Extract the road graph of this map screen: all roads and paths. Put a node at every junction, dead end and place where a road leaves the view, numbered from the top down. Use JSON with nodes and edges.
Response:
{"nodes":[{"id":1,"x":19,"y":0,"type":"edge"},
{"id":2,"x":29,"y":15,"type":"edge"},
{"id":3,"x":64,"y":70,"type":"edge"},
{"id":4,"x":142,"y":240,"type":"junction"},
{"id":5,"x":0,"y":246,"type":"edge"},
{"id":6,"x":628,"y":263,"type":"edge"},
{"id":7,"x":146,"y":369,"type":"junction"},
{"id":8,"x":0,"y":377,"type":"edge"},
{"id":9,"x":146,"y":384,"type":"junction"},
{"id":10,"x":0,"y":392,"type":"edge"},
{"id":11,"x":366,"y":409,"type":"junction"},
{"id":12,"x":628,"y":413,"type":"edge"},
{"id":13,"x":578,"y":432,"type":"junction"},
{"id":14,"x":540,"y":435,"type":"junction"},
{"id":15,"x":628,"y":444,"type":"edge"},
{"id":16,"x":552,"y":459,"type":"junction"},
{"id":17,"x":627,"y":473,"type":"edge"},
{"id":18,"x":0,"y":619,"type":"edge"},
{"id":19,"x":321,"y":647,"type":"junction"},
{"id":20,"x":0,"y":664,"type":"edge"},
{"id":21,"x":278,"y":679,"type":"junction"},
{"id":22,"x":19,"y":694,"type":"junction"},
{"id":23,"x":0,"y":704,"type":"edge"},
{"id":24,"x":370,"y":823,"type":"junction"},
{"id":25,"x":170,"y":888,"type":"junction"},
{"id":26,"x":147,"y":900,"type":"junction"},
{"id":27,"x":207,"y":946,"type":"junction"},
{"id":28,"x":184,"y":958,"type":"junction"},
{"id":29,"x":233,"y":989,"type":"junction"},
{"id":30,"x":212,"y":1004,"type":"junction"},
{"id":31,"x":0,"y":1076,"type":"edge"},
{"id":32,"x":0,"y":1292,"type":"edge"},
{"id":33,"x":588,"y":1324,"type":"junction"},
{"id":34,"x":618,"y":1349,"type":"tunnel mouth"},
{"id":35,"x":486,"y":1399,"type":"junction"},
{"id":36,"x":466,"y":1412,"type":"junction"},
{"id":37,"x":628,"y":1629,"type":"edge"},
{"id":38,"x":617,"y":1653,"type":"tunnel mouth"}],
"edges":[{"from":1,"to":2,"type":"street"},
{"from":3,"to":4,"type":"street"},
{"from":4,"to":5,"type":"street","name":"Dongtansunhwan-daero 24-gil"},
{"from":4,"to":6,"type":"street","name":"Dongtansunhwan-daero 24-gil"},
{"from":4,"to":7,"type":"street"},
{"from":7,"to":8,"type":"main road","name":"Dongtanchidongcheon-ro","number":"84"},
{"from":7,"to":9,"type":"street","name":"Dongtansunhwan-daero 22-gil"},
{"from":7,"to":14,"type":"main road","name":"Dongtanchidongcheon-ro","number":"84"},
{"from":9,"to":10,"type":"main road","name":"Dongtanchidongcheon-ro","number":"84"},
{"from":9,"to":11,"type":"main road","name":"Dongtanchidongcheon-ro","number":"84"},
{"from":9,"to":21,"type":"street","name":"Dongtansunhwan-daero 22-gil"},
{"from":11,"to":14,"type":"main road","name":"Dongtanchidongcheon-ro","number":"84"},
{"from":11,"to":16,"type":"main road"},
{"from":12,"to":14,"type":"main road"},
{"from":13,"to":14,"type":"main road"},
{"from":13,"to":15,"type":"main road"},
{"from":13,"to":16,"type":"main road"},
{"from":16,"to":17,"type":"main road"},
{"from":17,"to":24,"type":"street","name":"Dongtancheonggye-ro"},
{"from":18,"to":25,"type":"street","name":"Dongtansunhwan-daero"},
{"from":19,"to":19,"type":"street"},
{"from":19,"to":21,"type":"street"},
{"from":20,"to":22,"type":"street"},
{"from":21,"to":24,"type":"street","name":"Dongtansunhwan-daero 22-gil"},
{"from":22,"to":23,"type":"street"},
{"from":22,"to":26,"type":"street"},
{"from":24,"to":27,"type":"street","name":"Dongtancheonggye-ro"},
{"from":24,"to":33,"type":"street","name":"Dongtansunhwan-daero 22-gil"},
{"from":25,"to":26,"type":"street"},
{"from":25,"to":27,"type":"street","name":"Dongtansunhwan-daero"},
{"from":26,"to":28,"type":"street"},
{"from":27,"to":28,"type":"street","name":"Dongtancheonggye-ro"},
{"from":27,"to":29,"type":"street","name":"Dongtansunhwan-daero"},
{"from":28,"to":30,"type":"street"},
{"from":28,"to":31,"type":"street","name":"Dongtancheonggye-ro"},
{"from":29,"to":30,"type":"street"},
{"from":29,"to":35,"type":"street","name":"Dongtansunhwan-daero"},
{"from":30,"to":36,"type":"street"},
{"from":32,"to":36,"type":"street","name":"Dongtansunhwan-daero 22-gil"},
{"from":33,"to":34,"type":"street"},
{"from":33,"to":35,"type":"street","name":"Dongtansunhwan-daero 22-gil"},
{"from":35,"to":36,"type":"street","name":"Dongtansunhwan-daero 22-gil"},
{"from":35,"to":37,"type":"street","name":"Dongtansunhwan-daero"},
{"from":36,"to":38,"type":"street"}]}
---+---
■ Task statement: For each line in the material above that holds the word "Dongtancheonggye", add one to a count; state only the final number.

■ Answer to the problem: 4